For the foregoing reasons, the court dismisses all claims against the defendant doctors (the fifth and sixth causes of action) pursuant to the Rooker-Feldman doctrine and on the grounds of common law witness immunity and immunity under the New York State Child Protective Services Act. The court further dismisses the claims against these defendants on the ground that they are not state actors and there are insufficient allegations of a civil rights conspiracy.
The court dismisses all claims against the law guardians (the fourth cause of action) on the ground that they are not state actors and plaintiffs have not sufficiently pled the existence of any civil rights conspiracy.
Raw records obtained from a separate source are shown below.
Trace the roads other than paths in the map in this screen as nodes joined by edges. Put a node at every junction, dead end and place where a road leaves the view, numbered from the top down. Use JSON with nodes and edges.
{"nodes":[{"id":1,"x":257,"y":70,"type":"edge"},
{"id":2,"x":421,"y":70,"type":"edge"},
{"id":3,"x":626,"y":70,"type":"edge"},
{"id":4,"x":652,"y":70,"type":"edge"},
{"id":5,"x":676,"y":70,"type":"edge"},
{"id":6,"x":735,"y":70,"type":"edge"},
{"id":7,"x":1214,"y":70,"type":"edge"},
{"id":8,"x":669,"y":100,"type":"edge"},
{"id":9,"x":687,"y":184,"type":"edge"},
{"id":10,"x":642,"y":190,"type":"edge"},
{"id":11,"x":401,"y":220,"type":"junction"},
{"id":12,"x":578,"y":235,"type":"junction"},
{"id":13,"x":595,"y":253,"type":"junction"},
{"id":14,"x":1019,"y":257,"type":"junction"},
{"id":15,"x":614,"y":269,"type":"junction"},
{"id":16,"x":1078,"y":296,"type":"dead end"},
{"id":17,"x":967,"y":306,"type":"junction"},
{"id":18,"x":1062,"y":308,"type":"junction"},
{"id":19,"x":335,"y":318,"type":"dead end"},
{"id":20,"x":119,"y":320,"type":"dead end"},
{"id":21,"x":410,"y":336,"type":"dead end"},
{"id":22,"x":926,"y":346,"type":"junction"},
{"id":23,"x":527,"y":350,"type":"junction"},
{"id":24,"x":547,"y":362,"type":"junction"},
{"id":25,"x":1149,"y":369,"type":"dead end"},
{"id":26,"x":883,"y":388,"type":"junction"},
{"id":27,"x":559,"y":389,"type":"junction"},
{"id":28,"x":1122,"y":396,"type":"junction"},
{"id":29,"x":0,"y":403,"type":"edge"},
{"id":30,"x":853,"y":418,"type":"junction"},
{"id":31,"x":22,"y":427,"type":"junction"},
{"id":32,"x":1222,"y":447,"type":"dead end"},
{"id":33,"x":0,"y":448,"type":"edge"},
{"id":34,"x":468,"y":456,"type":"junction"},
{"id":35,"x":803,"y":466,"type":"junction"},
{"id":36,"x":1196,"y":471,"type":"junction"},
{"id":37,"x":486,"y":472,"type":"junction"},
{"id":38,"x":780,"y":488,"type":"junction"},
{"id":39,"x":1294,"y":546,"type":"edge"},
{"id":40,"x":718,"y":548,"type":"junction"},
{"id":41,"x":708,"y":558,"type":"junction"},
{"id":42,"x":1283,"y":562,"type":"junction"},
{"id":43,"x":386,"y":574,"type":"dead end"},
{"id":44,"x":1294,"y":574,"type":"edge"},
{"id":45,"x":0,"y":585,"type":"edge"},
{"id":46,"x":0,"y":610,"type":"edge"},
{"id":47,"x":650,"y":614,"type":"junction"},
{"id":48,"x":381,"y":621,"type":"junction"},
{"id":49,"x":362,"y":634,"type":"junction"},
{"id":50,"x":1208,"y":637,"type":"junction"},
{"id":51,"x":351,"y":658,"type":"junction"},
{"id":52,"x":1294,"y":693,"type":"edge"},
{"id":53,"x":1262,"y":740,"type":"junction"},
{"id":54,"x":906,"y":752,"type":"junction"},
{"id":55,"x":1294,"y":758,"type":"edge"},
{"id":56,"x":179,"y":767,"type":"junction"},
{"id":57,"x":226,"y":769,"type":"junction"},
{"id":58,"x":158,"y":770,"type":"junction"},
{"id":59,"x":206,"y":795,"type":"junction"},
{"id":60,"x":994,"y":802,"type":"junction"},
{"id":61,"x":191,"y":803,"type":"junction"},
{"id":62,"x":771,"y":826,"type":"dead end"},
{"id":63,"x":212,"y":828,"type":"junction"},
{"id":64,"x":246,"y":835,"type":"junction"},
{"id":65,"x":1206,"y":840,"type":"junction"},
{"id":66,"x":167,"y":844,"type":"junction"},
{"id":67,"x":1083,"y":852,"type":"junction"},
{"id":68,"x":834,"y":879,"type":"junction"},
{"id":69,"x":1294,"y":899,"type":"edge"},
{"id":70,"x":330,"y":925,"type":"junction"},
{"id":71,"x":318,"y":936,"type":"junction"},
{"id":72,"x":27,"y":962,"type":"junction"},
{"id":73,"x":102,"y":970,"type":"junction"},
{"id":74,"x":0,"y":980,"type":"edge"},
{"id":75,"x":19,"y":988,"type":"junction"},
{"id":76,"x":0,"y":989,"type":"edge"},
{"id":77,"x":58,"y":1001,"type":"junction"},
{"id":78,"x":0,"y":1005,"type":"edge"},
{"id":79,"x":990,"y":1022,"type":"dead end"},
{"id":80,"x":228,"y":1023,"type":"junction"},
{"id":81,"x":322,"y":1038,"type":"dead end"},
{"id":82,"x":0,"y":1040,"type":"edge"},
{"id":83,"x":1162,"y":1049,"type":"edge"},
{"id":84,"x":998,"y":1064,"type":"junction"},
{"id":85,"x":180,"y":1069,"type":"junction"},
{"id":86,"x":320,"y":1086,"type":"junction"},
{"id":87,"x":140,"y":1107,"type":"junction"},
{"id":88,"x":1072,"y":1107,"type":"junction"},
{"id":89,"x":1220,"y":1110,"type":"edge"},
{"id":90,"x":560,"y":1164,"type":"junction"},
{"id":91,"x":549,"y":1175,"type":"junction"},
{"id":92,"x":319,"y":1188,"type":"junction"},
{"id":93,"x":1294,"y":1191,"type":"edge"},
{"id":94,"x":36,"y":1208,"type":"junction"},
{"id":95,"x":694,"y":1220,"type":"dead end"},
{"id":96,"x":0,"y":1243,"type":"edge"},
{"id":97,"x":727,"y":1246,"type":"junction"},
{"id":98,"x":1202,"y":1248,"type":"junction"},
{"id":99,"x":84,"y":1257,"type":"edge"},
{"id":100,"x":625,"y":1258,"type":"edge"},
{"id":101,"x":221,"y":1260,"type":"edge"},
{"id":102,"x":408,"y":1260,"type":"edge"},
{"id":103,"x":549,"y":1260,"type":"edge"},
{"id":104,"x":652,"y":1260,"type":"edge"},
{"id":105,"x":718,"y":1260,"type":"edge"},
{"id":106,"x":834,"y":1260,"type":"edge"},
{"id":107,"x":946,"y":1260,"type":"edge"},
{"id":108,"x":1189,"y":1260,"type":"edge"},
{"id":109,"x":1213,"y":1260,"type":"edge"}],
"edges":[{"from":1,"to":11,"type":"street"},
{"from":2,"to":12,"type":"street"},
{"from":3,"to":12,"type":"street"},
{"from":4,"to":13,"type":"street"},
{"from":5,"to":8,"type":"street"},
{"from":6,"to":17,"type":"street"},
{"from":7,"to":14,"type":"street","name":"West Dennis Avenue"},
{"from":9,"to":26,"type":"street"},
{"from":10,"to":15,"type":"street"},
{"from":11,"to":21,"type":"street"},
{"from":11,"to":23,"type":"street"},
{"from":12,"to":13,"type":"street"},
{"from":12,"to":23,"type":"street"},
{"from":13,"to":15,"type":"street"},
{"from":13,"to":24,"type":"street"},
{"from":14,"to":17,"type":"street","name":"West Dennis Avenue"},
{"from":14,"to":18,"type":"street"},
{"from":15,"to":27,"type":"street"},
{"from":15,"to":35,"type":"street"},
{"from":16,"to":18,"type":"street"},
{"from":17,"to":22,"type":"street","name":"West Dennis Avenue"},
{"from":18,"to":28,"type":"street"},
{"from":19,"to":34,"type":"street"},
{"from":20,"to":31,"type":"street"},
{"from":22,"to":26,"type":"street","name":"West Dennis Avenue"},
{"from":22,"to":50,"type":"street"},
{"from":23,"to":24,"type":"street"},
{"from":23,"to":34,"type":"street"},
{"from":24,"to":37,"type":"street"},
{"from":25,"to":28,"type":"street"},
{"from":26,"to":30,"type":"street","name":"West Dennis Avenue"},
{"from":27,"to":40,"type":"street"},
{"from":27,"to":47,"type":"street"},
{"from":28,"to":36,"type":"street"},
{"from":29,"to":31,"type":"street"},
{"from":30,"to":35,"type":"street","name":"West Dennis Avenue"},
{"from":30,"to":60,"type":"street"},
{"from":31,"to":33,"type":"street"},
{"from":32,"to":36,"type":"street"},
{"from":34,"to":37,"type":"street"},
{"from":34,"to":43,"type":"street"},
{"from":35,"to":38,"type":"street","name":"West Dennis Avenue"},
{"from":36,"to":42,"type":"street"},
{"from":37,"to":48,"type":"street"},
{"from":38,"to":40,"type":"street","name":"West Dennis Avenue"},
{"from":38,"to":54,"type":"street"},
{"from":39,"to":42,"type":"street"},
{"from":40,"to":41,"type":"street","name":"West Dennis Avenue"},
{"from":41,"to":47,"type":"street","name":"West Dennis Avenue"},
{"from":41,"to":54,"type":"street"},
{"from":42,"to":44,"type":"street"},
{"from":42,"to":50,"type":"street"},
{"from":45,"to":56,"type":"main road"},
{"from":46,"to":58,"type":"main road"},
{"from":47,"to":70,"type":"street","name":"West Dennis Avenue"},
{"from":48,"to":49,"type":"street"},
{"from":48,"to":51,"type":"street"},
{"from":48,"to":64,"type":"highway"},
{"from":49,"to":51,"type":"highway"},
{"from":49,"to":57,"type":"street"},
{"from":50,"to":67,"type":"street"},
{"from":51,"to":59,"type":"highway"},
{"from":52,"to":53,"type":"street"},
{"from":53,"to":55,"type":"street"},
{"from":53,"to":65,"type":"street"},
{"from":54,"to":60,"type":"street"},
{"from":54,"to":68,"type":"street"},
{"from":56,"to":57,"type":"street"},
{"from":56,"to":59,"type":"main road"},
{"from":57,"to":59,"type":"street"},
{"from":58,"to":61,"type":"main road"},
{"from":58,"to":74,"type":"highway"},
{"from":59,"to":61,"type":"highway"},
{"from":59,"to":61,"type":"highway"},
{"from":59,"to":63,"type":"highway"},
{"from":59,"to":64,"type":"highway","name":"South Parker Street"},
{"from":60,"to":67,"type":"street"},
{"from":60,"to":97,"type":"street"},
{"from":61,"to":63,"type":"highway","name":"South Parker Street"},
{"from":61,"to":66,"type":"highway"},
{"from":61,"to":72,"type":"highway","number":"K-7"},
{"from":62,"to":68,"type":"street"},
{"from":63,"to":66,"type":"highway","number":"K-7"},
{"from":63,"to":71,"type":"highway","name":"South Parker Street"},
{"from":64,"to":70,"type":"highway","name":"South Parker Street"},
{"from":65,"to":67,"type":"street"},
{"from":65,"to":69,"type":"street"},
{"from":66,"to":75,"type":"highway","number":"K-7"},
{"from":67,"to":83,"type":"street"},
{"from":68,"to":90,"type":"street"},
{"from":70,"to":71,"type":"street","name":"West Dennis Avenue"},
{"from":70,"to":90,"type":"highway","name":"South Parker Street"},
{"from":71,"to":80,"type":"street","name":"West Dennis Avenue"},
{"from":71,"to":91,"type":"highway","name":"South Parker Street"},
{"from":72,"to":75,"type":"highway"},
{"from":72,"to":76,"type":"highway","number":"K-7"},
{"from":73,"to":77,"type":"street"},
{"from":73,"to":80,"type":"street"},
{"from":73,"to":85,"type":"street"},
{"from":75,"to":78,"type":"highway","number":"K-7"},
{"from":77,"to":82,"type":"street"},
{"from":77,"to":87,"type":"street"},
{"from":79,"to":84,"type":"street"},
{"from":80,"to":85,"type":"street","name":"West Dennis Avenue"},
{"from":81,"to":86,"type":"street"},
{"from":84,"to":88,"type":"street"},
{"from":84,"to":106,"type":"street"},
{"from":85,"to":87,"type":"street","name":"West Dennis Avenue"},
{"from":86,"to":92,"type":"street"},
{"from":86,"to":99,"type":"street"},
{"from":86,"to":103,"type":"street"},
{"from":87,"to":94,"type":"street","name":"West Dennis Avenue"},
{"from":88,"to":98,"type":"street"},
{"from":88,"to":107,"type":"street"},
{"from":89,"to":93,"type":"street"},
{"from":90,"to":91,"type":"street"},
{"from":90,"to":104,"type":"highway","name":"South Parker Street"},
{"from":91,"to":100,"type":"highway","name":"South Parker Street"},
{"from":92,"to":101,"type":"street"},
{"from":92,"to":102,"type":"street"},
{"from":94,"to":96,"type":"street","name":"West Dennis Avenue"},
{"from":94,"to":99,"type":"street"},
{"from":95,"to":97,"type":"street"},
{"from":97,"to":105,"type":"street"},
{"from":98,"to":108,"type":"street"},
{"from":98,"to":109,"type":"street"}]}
The claims against defendant Rosenthal set forth in paragraphs 112, 115 and 116 of the third cause of action in the amended complaint are dismissed on the ground of absolute prosecutorial immunity.
The claims against defendants Misshula and Peabody set forth in paragraph 108 of the second cause of action in the amended complaint is dismissed.
The court denies the motion to dismiss the seventh cause of action.
The court notes that the first cause of action, raising the unconstitutionality of Section 1072 of the Family Court Act has not been the subject of a dismissal motion. This issue is amenable to such a motion that is best disposed of prior to trial.
The parties will proceed to trial on the seventh and remaining portions of the second and third causes of action. The defendants remaining in this litigation are defendants DSS, Misshula, Peabody and Rosenthal.
This Memorandum and Order disposes of all outstanding motions to dismiss. The court anticipates that this case will shortly be trial ready. Upon receipt of this memorandum and order, the parties are to contact the court to schedule a status and pretrial conference. At that time, if plaintiff's express the desire to pursue the first cause of action, the court will establish a briefing schedule with respect to an appropriate motion to dismiss. The court will also set a date for trial of this matter.